No justice for ‘Lucky Thomas’ after 26 years
Complaints about sloth in Barbados’ judicial processes have reached a new low.
Twenty-six years after sustaining a career-ending injury, retired police constable Hadley Thomas is still waiting on compensation from the Government.
In an interview with Barbados TODAY the frustrated 63-year-old said despite a settlement having reportedly being reached in the case, he was yet to receive any monetary redress from Government.
Thomas, who now walks with the aid of crutches, related that on October 10, 1989, he went to work at Central Police Station where he was stationed at the Criminal Records Office.
The former scenes of crime officer stated he subsequently pushed a heavy entrance door to the department and it came completely off, dropped and punctured his left foot.
“Apparently work was being done on the door during the day by a carpenter or someone and had not been completed and it was just propped in place without hinges.

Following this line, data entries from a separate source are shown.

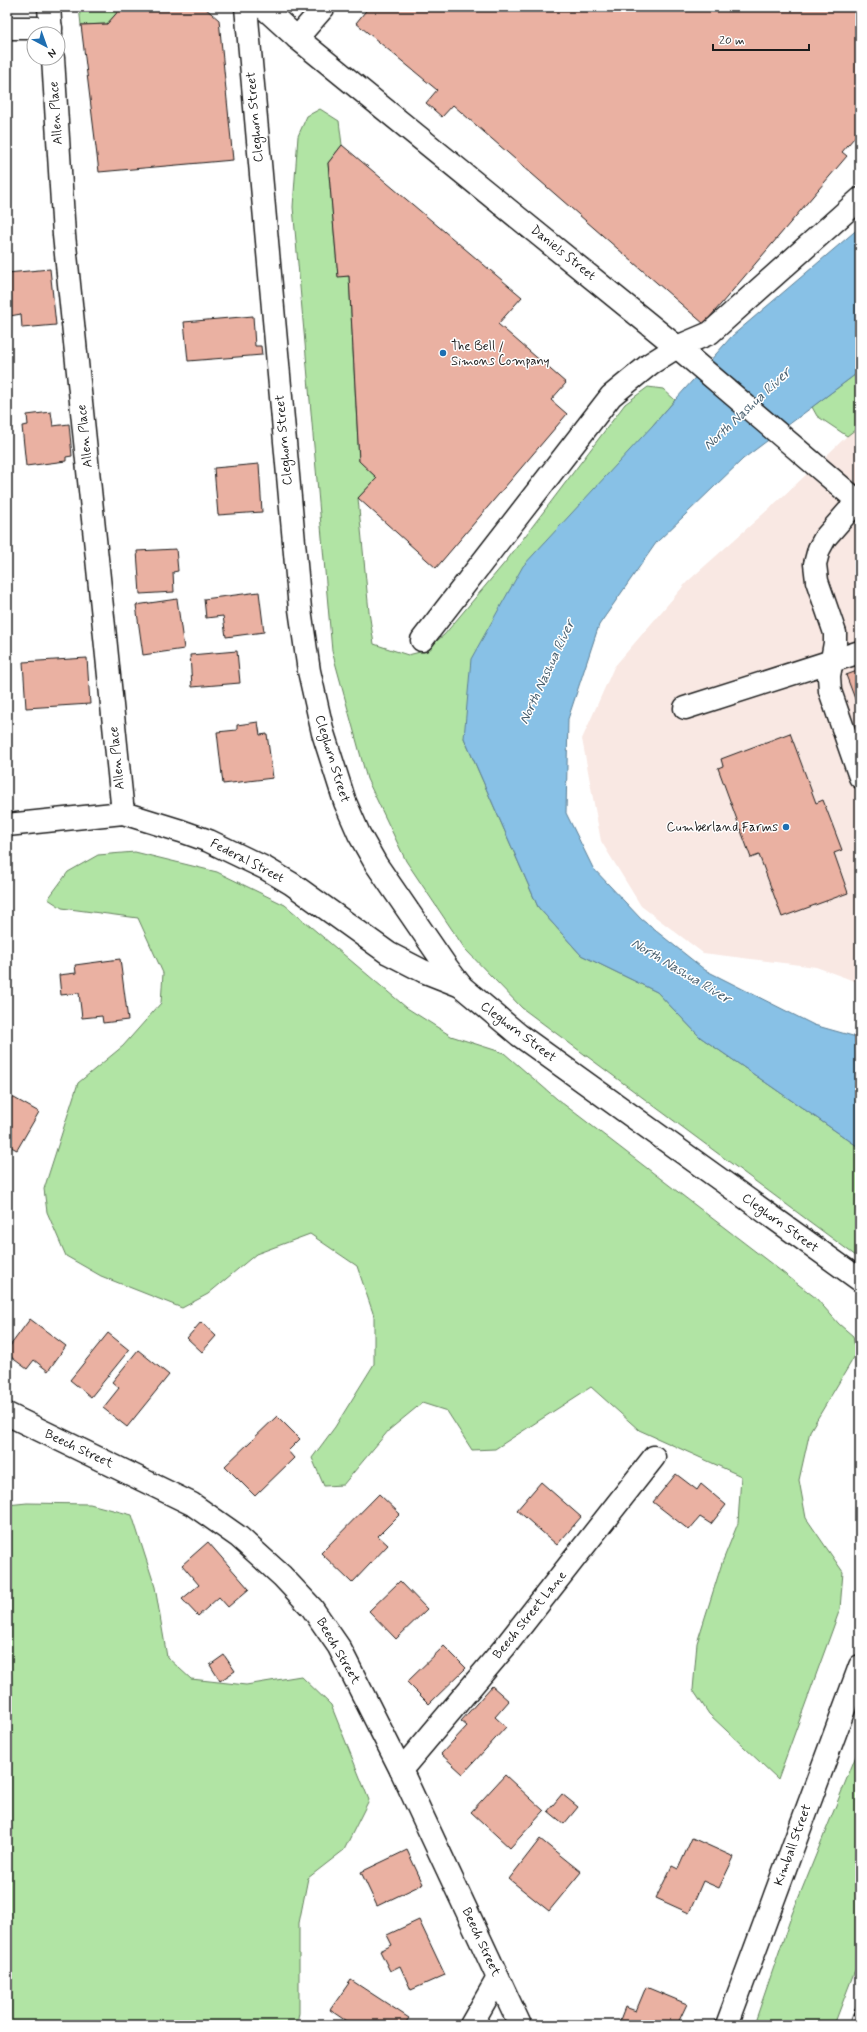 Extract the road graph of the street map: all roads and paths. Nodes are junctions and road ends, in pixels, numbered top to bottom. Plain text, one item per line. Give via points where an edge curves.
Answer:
1 (246, 7) edge
2 (263, 7) edge
3 (324, 7) edge
4 (50, 23) edge
5 (7, 28) edge
6 (297, 38) junction
7 (53, 66) edge
8 (860, 199) edge
9 (684, 353) junction
10 (859, 500) edge
11 (422, 640) dead end
12 (860, 652) edge
13 (832, 662) junction
14 (685, 708) dead end
15 (860, 777) edge
16 (123, 813) junction
17 (7, 825) edge
18 (462, 987) junction
19 (860, 1280) edge
20 (7, 1414) edge
21 (654, 1457) dead end
22 (860, 1666) edge
23 (402, 1770) junction
24 (498, 1978) junction
25 (471, 2025) edge
26 (520, 2025) edge
27 (727, 2025) edge

1 - 18 street, Cleghorn Street via 300,610 315,702 333,768 359,834 376,864
2 - 6 street, Daniels Street
3 - 6 street
4 - 5 street
6 - 9 street, Daniels Street
7 - 16 street, Allen Place via 64,235
8 - 9 street via 710,333
9 - 10 street, Daniels Street
9 - 11 street via 650,364 611,396
10 - 13 street via 825,538 815,564 817,581 835,633
12 - 13 street
13 - 14 street
13 - 15 street via 829,676 830,691
16 - 17 street, Federal Street
16 - 18 street, Federal Street via 209,841 265,868 292,884 388,953
18 - 19 street, Cleghorn Street via 519,1035
20 - 23 street, Beech Street via 192,1504 239,1538 299,1593 326,1626
21 - 23 street, Beech Street Lane via 504,1648
22 - 27 street, Kimball Street
23 - 24 street, Beech Street
24 - 25 street
24 - 26 street, Beech Street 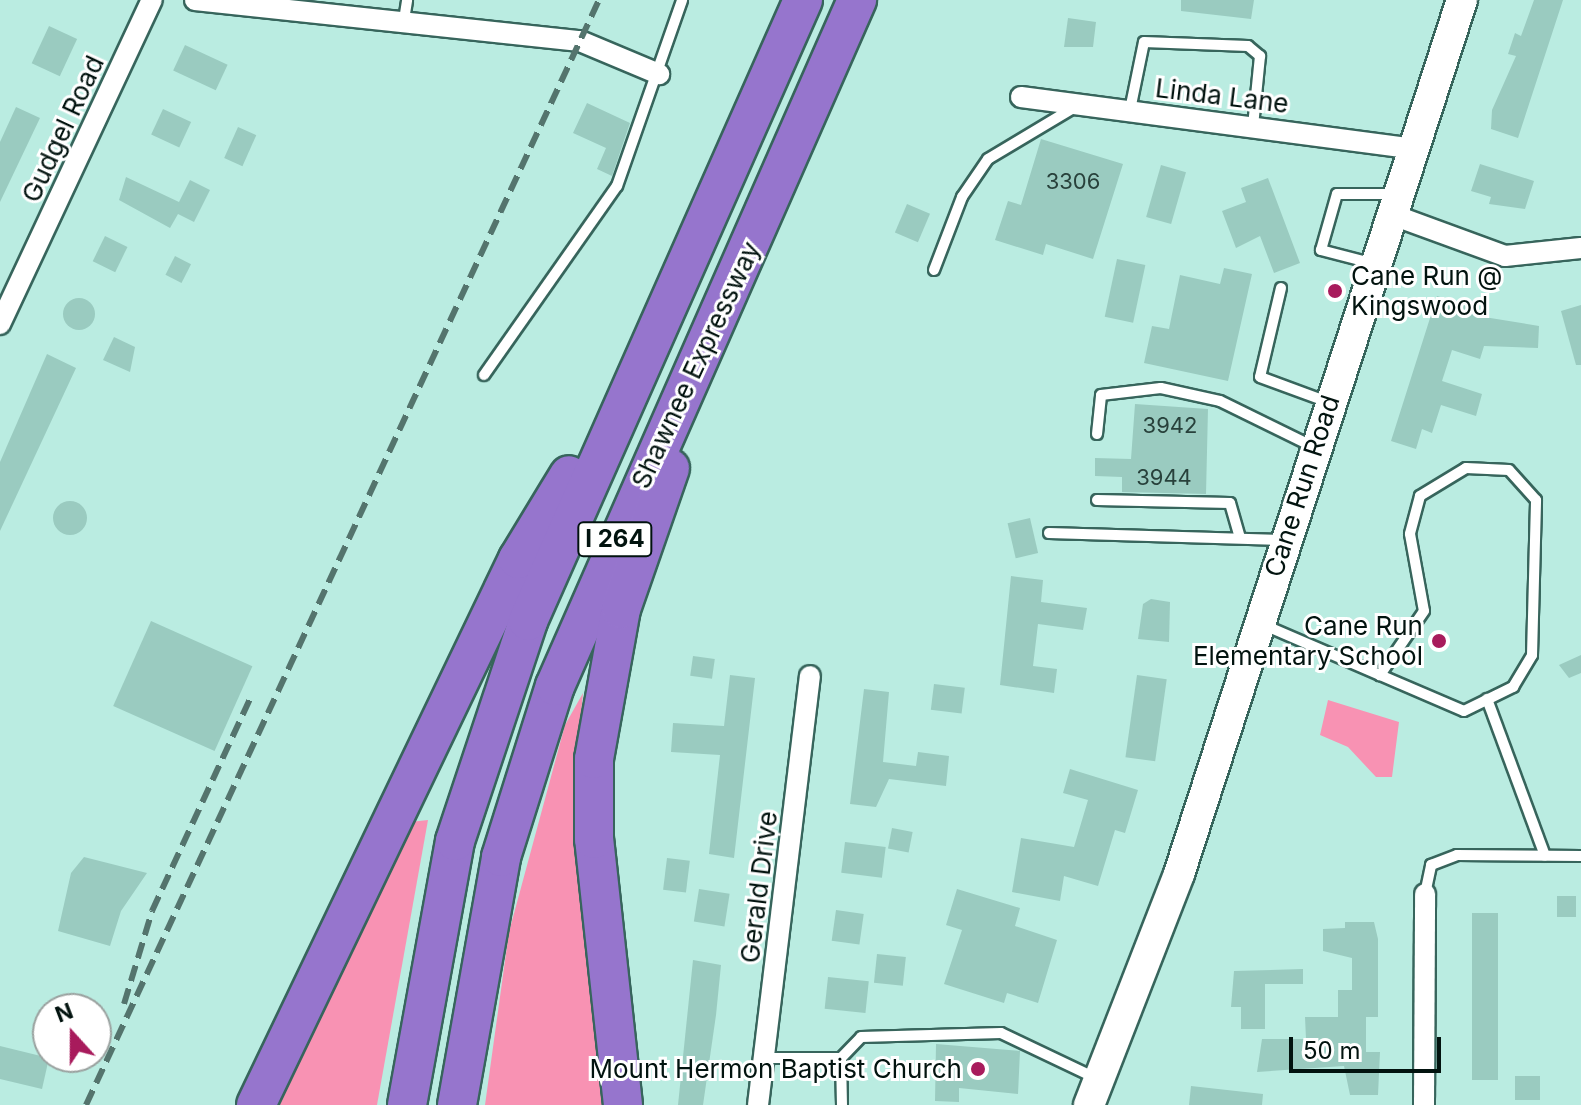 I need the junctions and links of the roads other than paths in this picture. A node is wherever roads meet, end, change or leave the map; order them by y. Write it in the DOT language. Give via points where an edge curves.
graph roads {
  1 [pos="152,0"];
  2 [pos="195,0"];
  3 [pos="682,0"];
  4 [pos="803,0"];
  5 [pos="857,0"];
  6 [pos="1462,0"];
  7 [pos="406,10"];
  8 [pos="659,74"];
  9 [pos="1021,97"];
  10 [pos="1080,104"];
  11 [pos="1130,110"];
  12 [pos="1253,126"];
  13 [pos="1415,149"];
  14 [pos="1396,205"];
  15 [pos="1581,248"];
  16 [pos="1376,265"];
  17 [pos="934,270"];
  18 [pos="1281,288"];
  19 [pos="0,324"];
  20 [pos="714,333"];
  21 [pos="638,359"];
  22 [pos="484,375"];
  23 [pos="1329,402"];
  24 [pos="1097,434"];
  25 [pos="1314,447"];
  26 [pos="1097,500"];
  27 [pos="1049,533"];
  28 [pos="1240,537"];
  29 [pos="1284,540"];
  30 [pos="1258,623"];
  31 [pos="1380,675"];
  32 [pos="810,676"];
  33 [pos="1487,699"];
  34 [pos="1545,856"];
  35 [pos="1581,856"];
  36 [pos="1425,894"];
  37 [pos="764,1058"];
  38 [pos="841,1058"];
  39 [pos="1094,1092"];
  40 [pos="256,1105"];
  41 [pos="407,1105"];
  42 [pos="457,1105"];
  43 [pos="623,1105"];
  44 [pos="758,1105"];
  45 [pos="842,1105"];
  46 [pos="1424,1105"];
  1 -- 19 [label="street, Gudgel Road"];
  2 -- 7 [label="street"];
  3 -- 8 [label="lane"];
  4 -- 21 [label="highway, Shawnee Expressway / I 264"];
  5 -- 20 [label="highway, Shawnee Expressway / I 264"];
  6 -- 13 [label="main road, Cane Run Road"];
  7 -- 8 [label="street" via="580,41"];
  8 -- 22 [label="lane" via="617,186"];
  9 -- 10 [label="street, Linda Lane"];
  10 -- 11 [label="street, Linda Lane"];
  10 -- 17 [label="lane" via="988,159 962,197"];
  11 -- 12 [label="street, Linda Lane"];
  11 -- 12 [label="lane" via="1144,42 1248,46 1260,56"];
  12 -- 13 [label="street, Linda Lane"];
  13 -- 14 [label="main road, Cane Run Road"];
  14 -- 15 [label="street" via="1505,256"];
  14 -- 16 [label="main road, Cane Run Road"];
  14 -- 16 [label="lane" via="1337,194 1321,250"];
  16 -- 23 [label="main road, Cane Run Road"];
  18 -- 23 [label="lane" via="1260,377"];
  20 -- 42 [label="highway, Shawnee Expressway / I 264" via="599,575 517,798 481,945"];
  20 -- 43 [label="highway" via="621,609 594,759 594,839"];
  21 -- 40 [label="highway" via="518,559"];
  21 -- 41 [label="highway, Shawnee Expressway / I 264" via="486,740 438,914"];
  23 -- 25 [label="main road, Cane Run Road"];
  24 -- 25 [label="lane" via="1101,395 1161,388 1220,401"];
  25 -- 29 [label="main road, Cane Run Road"];
  26 -- 28 [label="lane" via="1230,503"];
  27 -- 28 [label="lane"];
  28 -- 29 [label="lane"];
  29 -- 30 [label="main road, Cane Run Road"];
  30 -- 31 [label="lane"];
  30 -- 39 [label="main road, Cane Run Road" via="1179,874"];
  31 -- 33 [label="lane" via="1464,711"];
  31 -- 33 [label="lane" via="1424,611 1410,534 1420,496 1466,468 1509,470 1536,500 1532,655 1513,687"];
  32 -- 37 [label="street, Gerald Drive"];
  33 -- 34 [label="lane"];
  34 -- 35 [label="lane"];
  34 -- 36 [label="lane" via="1457,855 1431,865"];
  36 -- 46 [label="street"];
  37 -- 38 [label="lane"];
  37 -- 44 [label="street, Gerald Drive"];
  38 -- 39 [label="lane" via="861,1037 1001,1033"];
  38 -- 45 [label="lane"];
}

There was no sign or anything to indicate what the situation was and I attempted to use the door as I was accustomed doing whenever I go to work,” Thomas said.
What followed has been a horror story for the former detective, ironically nicknamed “Lucky Thomas”.
The incident resulted in a hairline fracture, trombosis of the leg and damaged circulation. His foot was placed in a cast over a two-year period.
Thomas said his attorney-at-law David Simmons, later Chief Justice Sir David, filed a lawsuit on his behalf against the office of the Commissioner of Police and the Government in 1990.
During this period he continued to receive medical attention for the injury at his expense.
Thomas was subsequently forced to retire from the Royal Barbados Police Force on medical grounds as his injury did not improve.
He later travelled to the United States where he sought further medical assistance for his deteriorating condition.
He came under the care of specialist Dr Joseph Sciortino in Brooklyn, New York, who in a 2004 report, wrote: “The patient continues to have intermittent claudication and pain. The patient has developed a causalgia which is permanent in nature. The patient has been controlled with intermittent visits to myself for pain medication and therapy. He understands that this is a permanent condition which will deteriorate overtime as he ages. The patient continues to wear a vascular stocking and take different pain medications. The patient continues to be under my medical care and has a permanent disability and injury.”
Thomas, who now resides in the United States, told Barbados TODAY that in the intervening years he was informed that Government had come to a settlement in the matter.
Following Sir David’s assumption of higher office, the case was passed on to another attorney; now a High Court judge. Attempts to reach that judge over the past two days have not been successful.
However, to date, Thomas has received no compensation and continues to receive treatment for his condition.
Efforts to reach Attorney-General Adriel Brathwaite on the matter today were unsuccessful. However, an official of his office indicated that if liability had been accepted and the matter settled, all answers related to monetary compensation, if awarded, would have to be provided by Thomas’ attorney.